Equity in experiences and outcomes
People’s care and treatment was tailored to suit their health needs and wellbeing to ensure they could access support when required. However socially, people told us there were limited opportunities to access and engage in stimulating activities and social events. Staff told us they needed more time to spend interacting and engaging with people. One staff member said, “I feel I am rushing. For example, when supporting a person to dress, I haven’t always got time to talk to that person, it’s more like quick bursts of conversations. Sometimes people want to tell you about their dream, but we don’t always have the time." We observed people engaging in some activities, such as bingo during the first site visit and singing and armchair exercises on the second site visit. We observed people using satellite kitchens to access and prepare their own drinks. However, some people sat for long periods without support to engage in activities of daily living. The provider had an equality, diversity and inclusion policy. The provider shared several initiatives to support people's equality and diversity needs, including an internal LGBTQ(+) group made up of people who identified as being LGBTQ(+) to provide support to each other. LGBTQ+ is an initialism that stands for lesbian, gay, bisexual, transgender, queer or questioning.
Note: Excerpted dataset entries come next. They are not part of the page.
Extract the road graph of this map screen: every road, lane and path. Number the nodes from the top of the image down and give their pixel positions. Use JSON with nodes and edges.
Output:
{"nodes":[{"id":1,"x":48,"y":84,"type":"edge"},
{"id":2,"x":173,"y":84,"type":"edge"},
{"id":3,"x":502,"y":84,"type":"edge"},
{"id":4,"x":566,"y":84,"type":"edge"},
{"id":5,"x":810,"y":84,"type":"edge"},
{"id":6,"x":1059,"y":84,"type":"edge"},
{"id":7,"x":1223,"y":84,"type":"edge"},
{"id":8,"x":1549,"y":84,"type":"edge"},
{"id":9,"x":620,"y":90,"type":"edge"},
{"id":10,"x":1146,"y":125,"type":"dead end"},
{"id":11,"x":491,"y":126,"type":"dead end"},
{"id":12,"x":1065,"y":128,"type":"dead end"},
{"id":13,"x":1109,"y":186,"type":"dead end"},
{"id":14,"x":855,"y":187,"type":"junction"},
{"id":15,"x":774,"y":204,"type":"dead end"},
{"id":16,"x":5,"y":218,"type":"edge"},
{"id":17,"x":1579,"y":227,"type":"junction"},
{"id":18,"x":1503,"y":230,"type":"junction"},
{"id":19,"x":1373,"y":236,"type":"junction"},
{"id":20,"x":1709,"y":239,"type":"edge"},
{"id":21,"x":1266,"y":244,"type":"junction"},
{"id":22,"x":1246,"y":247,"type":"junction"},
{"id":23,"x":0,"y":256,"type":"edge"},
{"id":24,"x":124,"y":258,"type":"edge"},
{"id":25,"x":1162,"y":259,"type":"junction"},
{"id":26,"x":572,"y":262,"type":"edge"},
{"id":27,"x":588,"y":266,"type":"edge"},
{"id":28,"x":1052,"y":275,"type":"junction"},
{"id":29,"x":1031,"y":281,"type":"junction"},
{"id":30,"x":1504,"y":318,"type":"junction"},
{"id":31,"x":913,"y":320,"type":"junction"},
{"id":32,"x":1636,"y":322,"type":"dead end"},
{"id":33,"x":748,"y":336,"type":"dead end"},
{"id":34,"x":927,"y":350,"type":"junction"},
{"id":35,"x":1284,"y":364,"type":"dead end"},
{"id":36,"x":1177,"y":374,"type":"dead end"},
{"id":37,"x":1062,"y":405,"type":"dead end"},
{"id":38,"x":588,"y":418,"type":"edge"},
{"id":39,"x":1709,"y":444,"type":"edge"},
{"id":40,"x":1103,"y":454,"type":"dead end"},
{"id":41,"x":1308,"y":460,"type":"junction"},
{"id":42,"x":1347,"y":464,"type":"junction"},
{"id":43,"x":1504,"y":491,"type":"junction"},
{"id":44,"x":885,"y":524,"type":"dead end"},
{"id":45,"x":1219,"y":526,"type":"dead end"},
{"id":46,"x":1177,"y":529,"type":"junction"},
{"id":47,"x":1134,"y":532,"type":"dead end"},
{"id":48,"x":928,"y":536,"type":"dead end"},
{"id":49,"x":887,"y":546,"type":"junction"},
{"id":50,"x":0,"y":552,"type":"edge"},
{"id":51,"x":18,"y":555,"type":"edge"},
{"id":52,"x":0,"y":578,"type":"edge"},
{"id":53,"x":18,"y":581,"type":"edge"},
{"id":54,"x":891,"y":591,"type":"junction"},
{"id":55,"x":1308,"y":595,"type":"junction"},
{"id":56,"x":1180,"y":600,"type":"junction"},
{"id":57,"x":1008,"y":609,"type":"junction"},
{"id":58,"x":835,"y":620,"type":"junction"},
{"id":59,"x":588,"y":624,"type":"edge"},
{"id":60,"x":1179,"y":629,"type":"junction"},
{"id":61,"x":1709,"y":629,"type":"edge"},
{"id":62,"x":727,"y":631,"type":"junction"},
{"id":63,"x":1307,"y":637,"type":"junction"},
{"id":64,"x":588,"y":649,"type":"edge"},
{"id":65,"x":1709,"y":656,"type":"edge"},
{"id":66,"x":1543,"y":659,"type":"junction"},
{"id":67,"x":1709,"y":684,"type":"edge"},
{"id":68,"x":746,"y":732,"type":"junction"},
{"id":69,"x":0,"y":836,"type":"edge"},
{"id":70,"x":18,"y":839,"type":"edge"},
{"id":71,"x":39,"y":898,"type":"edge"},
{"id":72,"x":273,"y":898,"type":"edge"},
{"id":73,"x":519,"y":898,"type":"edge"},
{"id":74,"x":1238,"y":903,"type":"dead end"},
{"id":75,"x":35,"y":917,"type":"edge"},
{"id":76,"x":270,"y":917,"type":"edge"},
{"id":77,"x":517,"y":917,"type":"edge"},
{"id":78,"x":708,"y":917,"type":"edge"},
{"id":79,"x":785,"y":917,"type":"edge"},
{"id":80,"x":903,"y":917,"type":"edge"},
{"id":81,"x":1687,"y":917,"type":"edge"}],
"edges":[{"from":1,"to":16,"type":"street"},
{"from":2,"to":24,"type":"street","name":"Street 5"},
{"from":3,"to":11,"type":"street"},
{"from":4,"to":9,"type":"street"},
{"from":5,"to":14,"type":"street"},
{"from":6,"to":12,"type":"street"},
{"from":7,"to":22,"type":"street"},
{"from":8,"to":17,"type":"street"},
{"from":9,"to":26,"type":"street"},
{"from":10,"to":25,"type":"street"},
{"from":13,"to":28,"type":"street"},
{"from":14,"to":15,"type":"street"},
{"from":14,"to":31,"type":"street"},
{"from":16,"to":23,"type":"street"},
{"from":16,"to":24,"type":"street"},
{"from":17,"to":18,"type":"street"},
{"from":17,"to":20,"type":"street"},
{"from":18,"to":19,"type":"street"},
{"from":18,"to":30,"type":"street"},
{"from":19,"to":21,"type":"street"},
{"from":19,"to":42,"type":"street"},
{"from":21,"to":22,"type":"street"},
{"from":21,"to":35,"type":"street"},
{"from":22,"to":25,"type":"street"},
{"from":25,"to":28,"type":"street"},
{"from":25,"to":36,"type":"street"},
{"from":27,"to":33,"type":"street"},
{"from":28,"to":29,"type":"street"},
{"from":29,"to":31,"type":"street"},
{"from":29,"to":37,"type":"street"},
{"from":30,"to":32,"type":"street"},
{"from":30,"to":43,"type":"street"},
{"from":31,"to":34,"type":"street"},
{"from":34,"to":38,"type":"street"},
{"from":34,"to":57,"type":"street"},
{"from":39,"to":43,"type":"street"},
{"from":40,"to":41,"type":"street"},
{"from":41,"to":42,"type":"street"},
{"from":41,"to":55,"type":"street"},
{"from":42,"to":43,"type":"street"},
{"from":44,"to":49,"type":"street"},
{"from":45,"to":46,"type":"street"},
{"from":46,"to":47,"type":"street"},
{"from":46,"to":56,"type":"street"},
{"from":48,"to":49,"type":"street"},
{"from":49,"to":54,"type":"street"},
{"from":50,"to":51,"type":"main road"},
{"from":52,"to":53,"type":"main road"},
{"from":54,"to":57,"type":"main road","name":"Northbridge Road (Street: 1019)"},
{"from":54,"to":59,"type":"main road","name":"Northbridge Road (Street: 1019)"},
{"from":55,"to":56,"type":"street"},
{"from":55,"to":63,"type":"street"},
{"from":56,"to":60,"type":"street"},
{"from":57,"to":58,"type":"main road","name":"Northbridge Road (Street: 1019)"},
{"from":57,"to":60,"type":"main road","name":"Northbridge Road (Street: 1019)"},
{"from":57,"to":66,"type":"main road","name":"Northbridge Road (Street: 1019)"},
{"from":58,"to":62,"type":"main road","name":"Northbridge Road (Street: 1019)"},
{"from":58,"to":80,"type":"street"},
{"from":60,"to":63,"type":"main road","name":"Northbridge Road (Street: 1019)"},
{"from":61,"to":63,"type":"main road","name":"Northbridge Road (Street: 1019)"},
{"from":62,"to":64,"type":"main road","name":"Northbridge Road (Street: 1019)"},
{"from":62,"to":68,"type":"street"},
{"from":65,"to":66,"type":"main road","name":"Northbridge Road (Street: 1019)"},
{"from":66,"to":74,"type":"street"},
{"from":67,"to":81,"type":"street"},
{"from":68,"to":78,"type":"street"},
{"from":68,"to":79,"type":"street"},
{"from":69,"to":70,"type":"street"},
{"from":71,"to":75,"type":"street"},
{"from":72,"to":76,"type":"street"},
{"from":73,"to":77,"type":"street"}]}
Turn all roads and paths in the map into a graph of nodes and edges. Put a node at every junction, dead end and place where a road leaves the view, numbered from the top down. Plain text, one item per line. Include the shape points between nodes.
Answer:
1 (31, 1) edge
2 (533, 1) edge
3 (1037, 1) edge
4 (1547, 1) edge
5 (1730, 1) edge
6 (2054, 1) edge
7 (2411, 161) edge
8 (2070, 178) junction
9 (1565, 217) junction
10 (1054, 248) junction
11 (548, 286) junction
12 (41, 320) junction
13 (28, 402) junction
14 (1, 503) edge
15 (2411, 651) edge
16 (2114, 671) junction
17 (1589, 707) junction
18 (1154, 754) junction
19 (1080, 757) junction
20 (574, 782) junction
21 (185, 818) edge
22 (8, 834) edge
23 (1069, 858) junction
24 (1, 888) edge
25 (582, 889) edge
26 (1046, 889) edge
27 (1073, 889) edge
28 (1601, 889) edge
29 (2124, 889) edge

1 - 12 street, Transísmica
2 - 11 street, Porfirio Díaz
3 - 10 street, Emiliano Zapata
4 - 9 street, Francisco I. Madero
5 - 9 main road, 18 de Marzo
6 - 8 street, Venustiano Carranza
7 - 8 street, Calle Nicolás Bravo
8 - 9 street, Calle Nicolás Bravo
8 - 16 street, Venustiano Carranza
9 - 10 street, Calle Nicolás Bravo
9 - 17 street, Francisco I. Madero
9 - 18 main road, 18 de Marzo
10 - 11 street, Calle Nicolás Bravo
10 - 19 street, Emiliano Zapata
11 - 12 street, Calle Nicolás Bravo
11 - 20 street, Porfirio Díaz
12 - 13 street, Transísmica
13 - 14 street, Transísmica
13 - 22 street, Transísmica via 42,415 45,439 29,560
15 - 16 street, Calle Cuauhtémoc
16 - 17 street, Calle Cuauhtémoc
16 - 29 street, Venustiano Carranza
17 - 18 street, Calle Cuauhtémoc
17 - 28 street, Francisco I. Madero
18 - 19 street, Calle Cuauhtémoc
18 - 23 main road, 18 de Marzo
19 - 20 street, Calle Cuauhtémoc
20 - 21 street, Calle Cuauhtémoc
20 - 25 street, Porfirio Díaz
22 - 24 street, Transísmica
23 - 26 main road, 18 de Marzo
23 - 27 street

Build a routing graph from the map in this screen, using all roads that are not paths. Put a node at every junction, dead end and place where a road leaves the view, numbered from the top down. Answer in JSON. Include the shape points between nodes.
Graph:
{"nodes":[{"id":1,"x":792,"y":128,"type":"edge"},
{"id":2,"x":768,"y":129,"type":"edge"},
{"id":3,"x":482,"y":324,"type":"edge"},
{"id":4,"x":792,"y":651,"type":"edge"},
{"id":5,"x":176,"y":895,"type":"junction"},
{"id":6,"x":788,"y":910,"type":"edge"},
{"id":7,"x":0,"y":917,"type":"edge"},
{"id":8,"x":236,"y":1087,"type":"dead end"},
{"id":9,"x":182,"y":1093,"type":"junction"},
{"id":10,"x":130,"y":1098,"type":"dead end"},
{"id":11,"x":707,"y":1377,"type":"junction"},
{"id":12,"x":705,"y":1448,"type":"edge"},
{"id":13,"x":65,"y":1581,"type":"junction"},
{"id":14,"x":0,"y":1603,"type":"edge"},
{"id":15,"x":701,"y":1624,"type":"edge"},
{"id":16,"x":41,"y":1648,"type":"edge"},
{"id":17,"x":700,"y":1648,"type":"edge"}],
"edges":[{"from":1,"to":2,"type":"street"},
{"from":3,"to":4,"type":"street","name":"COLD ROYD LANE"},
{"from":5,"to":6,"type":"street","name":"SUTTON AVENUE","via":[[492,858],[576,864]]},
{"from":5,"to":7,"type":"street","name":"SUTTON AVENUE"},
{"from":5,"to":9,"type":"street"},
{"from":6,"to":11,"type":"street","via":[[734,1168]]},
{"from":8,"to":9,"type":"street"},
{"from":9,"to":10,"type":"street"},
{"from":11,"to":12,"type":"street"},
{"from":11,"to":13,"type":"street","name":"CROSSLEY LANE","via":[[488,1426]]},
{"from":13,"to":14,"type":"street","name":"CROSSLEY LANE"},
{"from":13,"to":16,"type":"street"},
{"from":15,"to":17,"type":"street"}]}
The ‘+’ represents those who are part of the community, but for whom LGBTQ does not accurately capture or reflect their identity.
Planning for the future
People were supported to plan for important life changes, so they could have enough time to make informed decisions about their future, including at the end of their life. Relatives told us about people's health care plans and how these were being met by the service. Staff told us about people’s current support requirements and goals. People’s health goals were clearly documented in care plans. Where people were nearing the end of their life, people's care plans contained end of life wishes and choices. We saw how the home used ReSPECT forms to gather peoples wishes for end-of-life treatments. ReSPECT forms record a summary of a patient's wishes for emergency care and treatment.